Exercise instructions: Reply with nothing but the number of lines in the data below where the word "canvas" occurs.

Records provided:
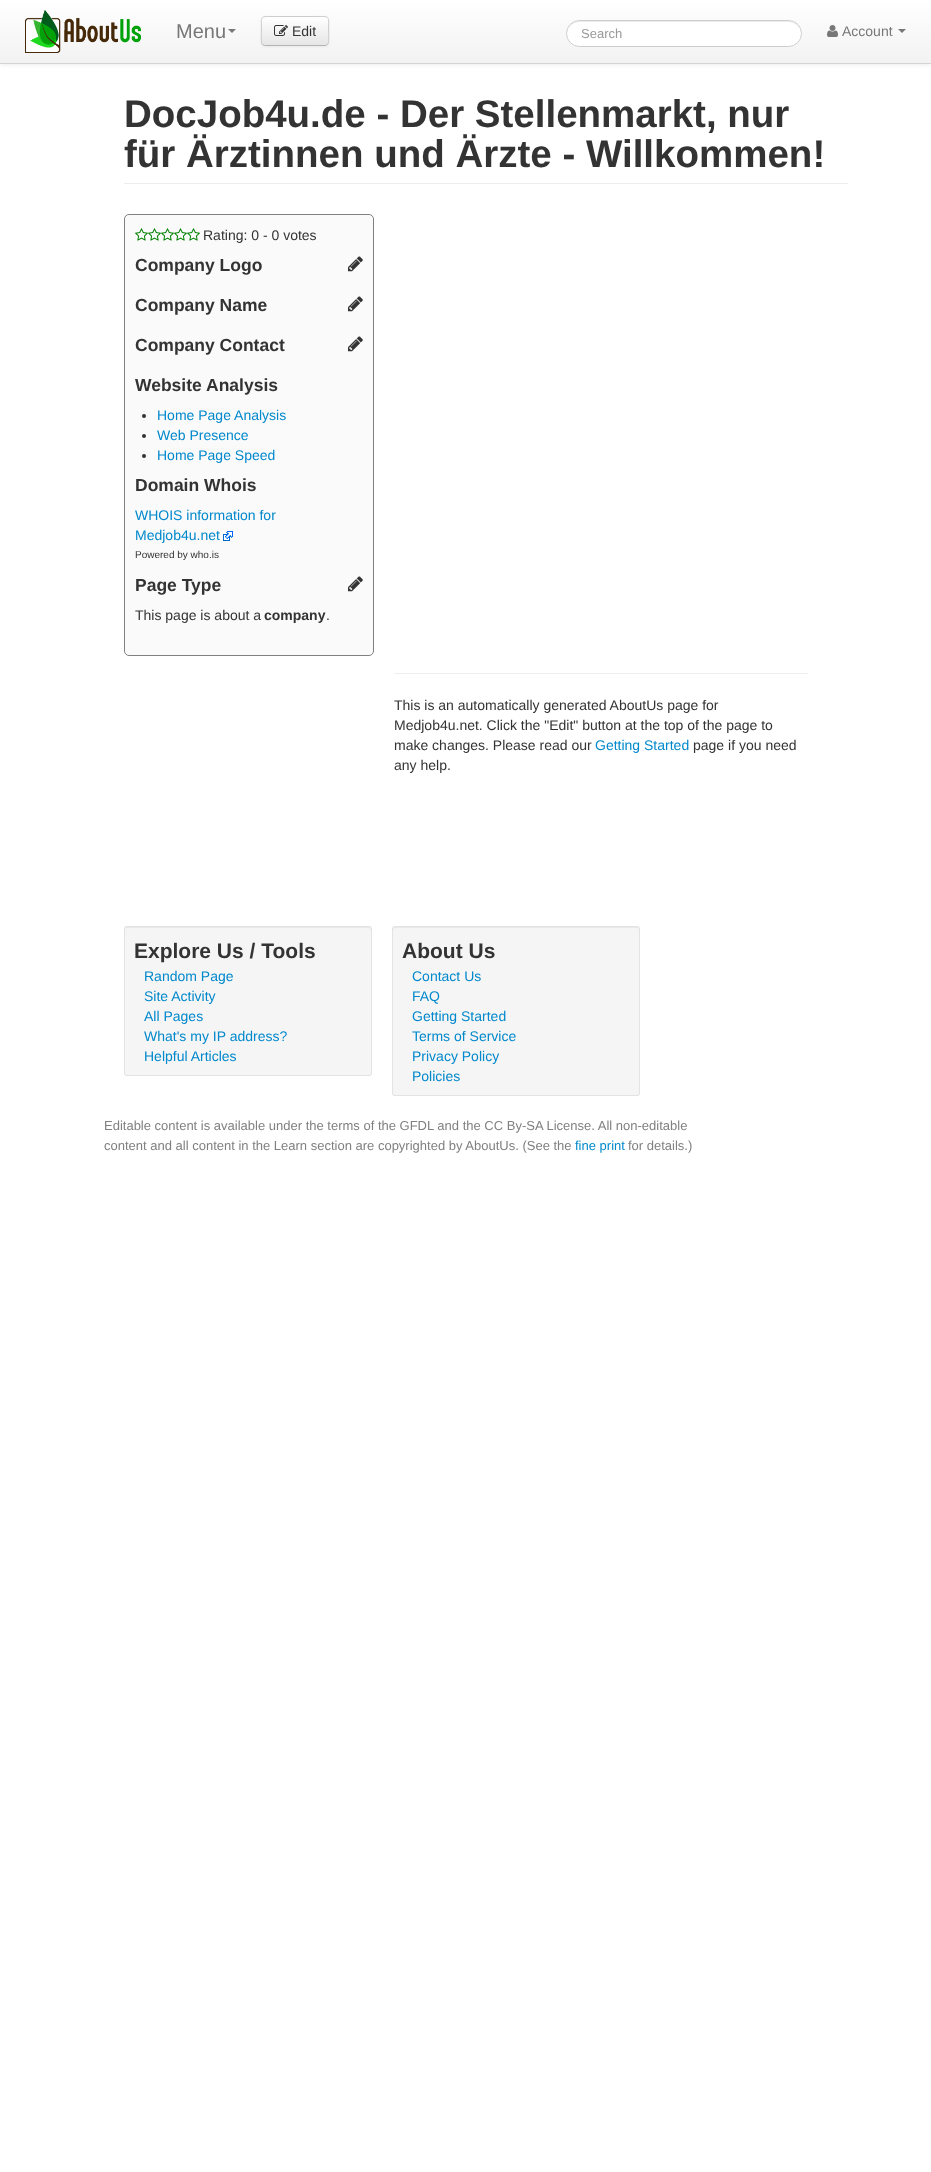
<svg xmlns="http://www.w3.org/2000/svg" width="931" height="2172">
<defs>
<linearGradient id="g1" gradientUnits="userSpaceOnUse" x1="466" y1="0" x2="466" y2="63"><stop offset="0" stop-color="#fff"/><stop offset="1" stop-color="#f2f2f2"/></linearGradient>
<clipPath id="clip1"><rect x="261" y="16" width="68" height="30" rx="4"/></clipPath>
<linearGradient id="g2" gradientUnits="userSpaceOnUse" x1="295" y1="17" x2="295" y2="45"><stop offset="0" stop-color="#fff"/><stop offset="1" stop-color="#e6e6e6"/></linearGradient>
</defs>
<rect width="100%" height="100%" fill="#fff"/>
<rect y="1" width="931" height="64" fill="#00000012" filter="blur(2px)"/>
<rect width="931" height="63" fill="url(#g1)"/>
<rect y="63" width="931" height="1" fill="#d4d4d4"/>
<image x="25" y="10" width="116" height="43" href="media/1.png"/>
<text x="176" y="38" style="font-family:Liberation Sans;font-size:20px;fill:#777">Menu</text>
<path d="M228 29h8l-4 4z" fill="#777"/>
<rect x="261" y="17" width="68" height="30" rx="4" fill="#0000000d" filter="blur(1px)"/>
<rect x="261" y="16" width="68" height="30" rx="4" fill="#f5f5f5"/>
<g clip-path="url(#clip1)">
<rect x="261" y="17" width="68" height="28" fill="url(#g2)"/>
</g>
<path d="M327.5 44.5l-2 1h-61l-2-1" fill="none" stroke="#b3b3b3"/>
<path d="M262.5 44.5c-2-2-1-10.5-1-13.5c0-16-2.5-14.5 13.5-14.5h40c16 0 13.5-1.5 13.5 14.5c0 3 1 11.5-1 13.5" fill="none" stroke="#ccc"/>
<image x="274" y="25" width="14" height="11" href="media/2.png"/>
<text x="292" y="36" style="font-family:Liberation Sans;font-size:14px;fill:#333">Edit</text>
<rect x="566" y="20" width="236" height="27" rx="13.5" fill="#fff"/>
<path d="M580 22h208c7 0 13 6 13 12c0-7-6-13-13-13h-208c-7 0-13 6-13 13c0-6 6-12 13-12z" fill="#ececec"/>
<rect x="566.5" y="20.5" width="235" height="26" rx="13" fill="none" stroke="#ccc"/>
<text x="581" y="38" style="font-family:Liberation Sans;font-size:13px;fill:#999">Search</text>
<image x="827" y="25" width="11" height="12" href="media/3.png"/>
<text x="842" y="36" style="font-family:Liberation Sans;font-size:14px;fill:#777">Account</text>
<path d="M898 29h8l-4 4z" fill="#777"/>
<rect x="124" y="183" width="724" height="1" fill="#eee"/>
<text x="124" y="127" style="font-family:Liberation Sans;font-size:38.5px;font-weight:bold;fill:#333">DocJob4u.de - Der Stellenmarkt, nur</text>
<text x="124" y="167" style="font-family:Liberation Sans;font-size:38.5px;font-weight:bold;fill:#333">für Ärztinnen und Ärzte - Willkommen!</text>
<rect x="124.5" y="214.5" width="249" height="441" rx="4.5" fill="#fafafa" stroke="#808080"/>
<image x="135" y="228" width="13" height="13" href="media/4.png"/>
<image x="148" y="228" width="13" height="13" href="media/4.png"/>
<image x="161" y="228" width="13" height="13" href="media/4.png"/>
<image x="174" y="228" width="13" height="13" href="media/4.png"/>
<image x="187" y="228" width="13" height="13" href="media/4.png"/>
<text x="203" y="240" style="font-family:Liberation Sans;font-size:14px;fill:#333">Rating: 0 - 0 votes</text>
<text x="135" y="271" style="font-family:Liberation Sans;font-size:17.5px;font-weight:bold;fill:#333">Company Logo</text>
<image x="348" y="256" width="15" height="16" href="media/5.png"/>
<text x="135" y="311" style="font-family:Liberation Sans;font-size:17.5px;font-weight:bold;fill:#333">Company Name</text>
<image x="348" y="296" width="15" height="16" href="media/5.png"/>
<text x="135" y="351" style="font-family:Liberation Sans;font-size:17.5px;font-weight:bold;fill:#333">Company Contact</text>
<image x="348" y="336" width="15" height="16" href="media/5.png"/>
<text x="135" y="391" style="font-family:Liberation Sans;font-size:17.5px;font-weight:bold;fill:#333">Website Analysis</text>
<circle cx="144" cy="416" r="2" fill="#333"/>
<text x="157" y="420" style="font-family:Liberation Sans;font-size:14px;fill:#08c">Home Page Analysis</text>
<circle cx="144" cy="436" r="2" fill="#333"/>
<text x="157" y="440" style="font-family:Liberation Sans;font-size:14px;fill:#08c">Web Presence</text>
<circle cx="144" cy="456" r="2" fill="#333"/>
<text x="157" y="460" style="font-family:Liberation Sans;font-size:14px;fill:#08c">Home Page Speed</text>
<text x="135" y="491" style="font-family:Liberation Sans;font-size:17.5px;font-weight:bold;fill:#333">Domain Whois</text>
<text x="135" y="520" style="font-family:Liberation Sans;font-size:14px;fill:#08c">WHOIS information for</text>
<text x="135" y="540" style="font-family:Liberation Sans;font-size:14px;fill:#08c">Medjob4u.net</text>
<image x="223" y="531" width="10" height="10" href="media/6.png"/>
<text x="135" y="558" style="font-family:Liberation Sans;font-size:10px;fill:#333">Powered by who.is</text>
<text x="135" y="591" style="font-family:Liberation Sans;font-size:17.5px;font-weight:bold;fill:#333">Page Type</text>
<image x="348" y="576" width="15" height="16" href="media/5.png"/>
<text x="135" y="620" style="font-family:Liberation Sans;font-size:14px;fill:#333">This page is about a</text>
<text x="264" y="620" style="font-family:Liberation Sans;font-size:14px;font-weight:bold;fill:#333">company</text>
<text x="326" y="620" style="font-family:Liberation Sans;font-size:14px;fill:#333">.</text>
<rect x="394" y="673" width="414" height="1" fill="#eee"/>
<text x="394" y="710" style="font-family:Liberation Sans;font-size:14px;fill:#333">This is an automatically generated AboutUs page for</text>
<text x="394" y="730" style="font-family:Liberation Sans;font-size:14px;fill:#333">Medjob4u.net. Click the "Edit" button at the top of the page to</text>
<text x="394" y="750" style="font-family:Liberation Sans;font-size:14px;fill:#333">make changes. Please read our</text>
<text x="595" y="750" style="font-family:Liberation Sans;font-size:14px;fill:#08c">Getting Started</text>
<text x="693" y="750" style="font-family:Liberation Sans;font-size:14px;fill:#333">page if you need</text>
<text x="394" y="770" style="font-family:Liberation Sans;font-size:14px;fill:#333">any help.</text>
<rect x="124" y="926" width="248" height="150" rx="3" fill="#f5f5f5"/>
<path d="M127 928h242c1 0 2 1 2 2v-2l-2-1h-242c-2 0-2 2-2 3c0-1 1-2 2-2z" fill="#e9e9e9"/>
<rect x="124.5" y="926.5" width="247" height="149" rx="2.5" fill="none" stroke="#e3e3e3"/>
<text x="134" y="958" style="font-family:Liberation Sans;font-size:21px;font-weight:bold;fill:#333">Explore Us / Tools</text>
<text x="144" y="981" style="font-family:Liberation Sans;font-size:14px;fill:#08c">Random Page</text>
<text x="144" y="1001" style="font-family:Liberation Sans;font-size:14px;fill:#08c">Site Activity</text>
<text x="144" y="1021" style="font-family:Liberation Sans;font-size:14px;fill:#08c">All Pages</text>
<text x="144" y="1041" style="font-family:Liberation Sans;font-size:14px;fill:#08c">What's my IP address?</text>
<text x="144" y="1061" style="font-family:Liberation Sans;font-size:14px;fill:#08c">Helpful Articles</text>
<rect x="392" y="926" width="248" height="170" rx="3" fill="#f5f5f5"/>
<path d="M395 928h242c1 0 2 1 2 2c0-1 0-3-2-3h-242l-2 1v2c0-1 1-2 2-2z" fill="#e9e9e9"/>
<rect x="392.5" y="926.5" width="247" height="169" rx="2.5" fill="none" stroke="#e3e3e3"/>
<text x="402" y="958" style="font-family:Liberation Sans;font-size:21px;font-weight:bold;fill:#333">About Us</text>
<text x="412" y="981" style="font-family:Liberation Sans;font-size:14px;fill:#08c">Contact Us</text>
<text x="412" y="1001" style="font-family:Liberation Sans;font-size:14px;fill:#08c">FAQ</text>
<text x="412" y="1021" style="font-family:Liberation Sans;font-size:14px;fill:#08c">Getting Started</text>
<text x="412" y="1041" style="font-family:Liberation Sans;font-size:14px;fill:#08c">Terms of Service</text>
<text x="412" y="1061" style="font-family:Liberation Sans;font-size:14px;fill:#08c">Privacy Policy</text>
<text x="412" y="1081" style="font-family:Liberation Sans;font-size:14px;fill:#08c">Policies</text>
<text x="104" y="1130" style="font-family:Liberation Sans;font-size:13px;fill:#808080">Editable content is available under the terms of the GFDL and the CC By-SA License. All non-editable</text>
<text x="104" y="1150" style="font-family:Liberation Sans;font-size:13px;fill:#808080">content and all content in the Learn section are copyrighted by AboutUs. (See the</text>
<text x="575" y="1150" style="font-family:Liberation Sans;font-size:13px;fill:#08c">fine print</text>
<text x="628" y="1150" style="font-family:Liberation Sans;font-size:13px;fill:#808080">for details.)</text>
</svg>
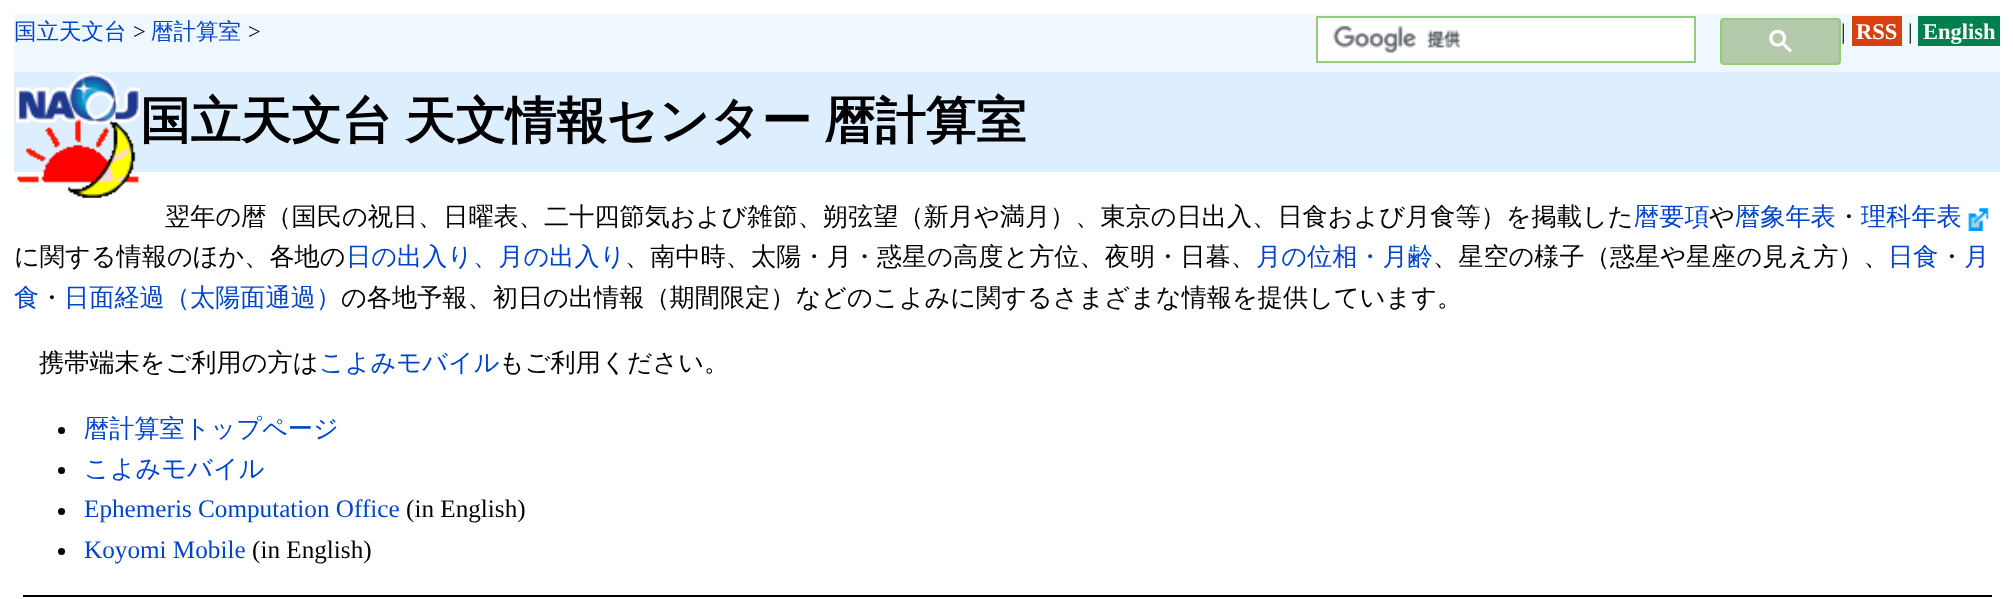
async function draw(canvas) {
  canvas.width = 2013
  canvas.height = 599
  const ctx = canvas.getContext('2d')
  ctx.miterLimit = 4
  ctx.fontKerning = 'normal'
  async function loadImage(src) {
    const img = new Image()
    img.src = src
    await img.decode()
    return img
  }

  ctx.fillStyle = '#fff'
  ctx.fillRect(0, 0, 2013, 599)
  ctx.fillStyle = '#f0f8ff'
  ctx.fillRect(14, 14, 1986, 58)
  ctx.font = '500 22.5px WenQuanYi Zen Hei'
  ctx.fillStyle = '#04c'
  ctx.fillText('国立天文台', 14, 39)
  ctx.font = '22.5px Liberation Serif'
  ctx.fillStyle = '#000'
  ctx.fillText('>', 133, 39)
  ctx.font = '500 22.5px WenQuanYi Zen Hei'
  ctx.fillStyle = '#04c'
  ctx.fillText('暦計算室', 151, 39)
  ctx.font = '22.5px Liberation Serif'
  ctx.fillStyle = '#000'
  ctx.fillText('>', 248, 39)
  ctx.fillStyle = '#fff'
  ctx.beginPath()
  ctx.rect(1317, 17, 378, 45)
  ctx.fill()
  ctx.strokeStyle = '#94cc7a'
  ctx.lineWidth = 2
  ctx.stroke()
  ctx.drawImage(await loadImage('image0.png'), 1333, 26, 128, 27)
  ctx.fillStyle = '#b5c9ab'
  ctx.beginPath()
  ctx.roundRect(1721, 19, 119, 45, 3)
  ctx.fill()
  ctx.stroke()
  ctx.drawImage(await loadImage('image1.png'), 1769, 30, 23, 23)
  ctx.fillStyle = '#000'
  ctx.fillText('|', 1841, 39)
  ctx.fillStyle = '#d84010'
  ctx.fillRect(1852, 16, 50, 30)
  ctx.font = 'bold 22.5px Liberation Serif'
  ctx.fillStyle = '#fff'
  ctx.fillText('RSS', 1856, 39)
  ctx.font = '22.5px Liberation Serif'
  ctx.fillStyle = '#000'
  ctx.fillText('|', 1908, 39)
  ctx.fillStyle = '#01804e'
  ctx.fillRect(1918, 16, 82, 30)
  ctx.font = 'bold 22.5px Liberation Serif'
  ctx.fillStyle = '#fff'
  ctx.fillText('English', 1923, 39)
  ctx.fillStyle = '#def'
  ctx.fillRect(14, 72, 1986, 100)
  ctx.drawImage(await loadImage('image2.png'), 15, 72, 125, 126)
  ctx.wordSpacing = '-2px'
  ctx.font = 'bold 50.4px WenQuanYi Zen Hei'
  ctx.fillStyle = '#000'
  ctx.fillText('国立天文台 天文情報センター 暦計算室', 140, 138)
  ctx.wordSpacing = '0px'
  ctx.font = '500 25.2px WenQuanYi Zen Hei'
  ctx.fillText('翌年の暦（国民の祝日、日曜表、二十四節気および雑節、朔弦望（新月や満月）、東京の日出入、日食および月食等）を掲載した', 165, 225)
  ctx.fillStyle = '#04c'
  ctx.fillText('暦要項', 1634, 225)
  ctx.fillStyle = '#000'
  ctx.fillText('や', 1709, 225)
  ctx.fillStyle = '#04c'
  ctx.fillText('暦象年表', 1735, 225)
  ctx.fillStyle = '#000'
  ctx.fillText('・', 1836, 225)
  ctx.fillStyle = '#04c'
  ctx.fillText('理科年表', 1861, 225)
  ctx.drawImage(await loadImage('image3.png'), 1968, 208, 21, 23)
  ctx.fillStyle = '#000'
  ctx.fillText('に関する情報のほか、各地の', 14, 265)
  ctx.fillStyle = '#04c'
  ctx.fillText('日の出入り、月の出入り', 346, 265)
  ctx.fillStyle = '#000'
  ctx.fillText('、南中時、太陽・月・惑星の高度と方位、夜明・日暮、', 625, 265)
  ctx.fillStyle = '#04c'
  ctx.fillText('月の位相・月齢', 1256, 265)
  ctx.fillStyle = '#000'
  ctx.fillText('、星空の様子（惑星や星座の見え方）、', 1433, 265)
  ctx.fillStyle = '#04c'
  ctx.fillText('日食', 1888, 265)
  ctx.fillStyle = '#000'
  ctx.fillText('・', 1939, 265)
  ctx.fillStyle = '#04c'
  ctx.fillText('月', 1964, 265)
  ctx.fillText('食', 14, 306)
  ctx.fillStyle = '#000'
  ctx.fillText('・', 39, 306)
  ctx.fillStyle = '#04c'
  ctx.fillText('日面経過（太陽面通過）', 64, 306)
  ctx.fillStyle = '#000'
  ctx.fillText('の各地予報、初日の出情報（期間限定）などのこよみに関するさまざまな情報を提供しています。', 341, 306)
  ctx.fillText('携帯端末をご利用の方は', 39, 371)
  ctx.fillStyle = '#04c'
  ctx.fillText('こよみモバイル', 319, 371)
  ctx.fillStyle = '#000'
  ctx.fillText('もご利用ください。', 499, 371)
  ctx.beginPath()
  ctx.arc(61.5, 430.5, 3.5, 0, 2 * Math.PI)
  ctx.fill()
  ctx.fillStyle = '#04c'
  ctx.fillText('暦計算室トップページ', 84, 437)
  ctx.fillStyle = '#000'
  ctx.beginPath()
  ctx.arc(61.5, 470.5, 3.5, 0, 2 * Math.PI)
  ctx.fill()
  ctx.fillStyle = '#04c'
  ctx.fillText('こよみモバイル', 84, 477)
  ctx.fillStyle = '#000'
  ctx.beginPath()
  ctx.arc(61.5, 511.5, 3.5, 0, 2 * Math.PI)
  ctx.fill()
  ctx.font = '25.2px Liberation Serif'
  ctx.fillStyle = '#04c'
  ctx.fillText('Ephemeris Computation Office', 84, 517)
  ctx.fillStyle = '#000'
  ctx.fillText('(in English)', 406, 517)
  ctx.beginPath()
  ctx.arc(61.5, 551.5, 3.5, 0, 2 * Math.PI)
  ctx.fill()
  ctx.fillStyle = '#04c'
  ctx.fillText('Koyomi Mobile', 84, 558)
  ctx.fillStyle = '#000'
  ctx.fillText('(in English)', 252, 558)
  ctx.fillRect(23, 595, 1969, 2)
}

draw(document.querySelector('canvas'))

Reply: 5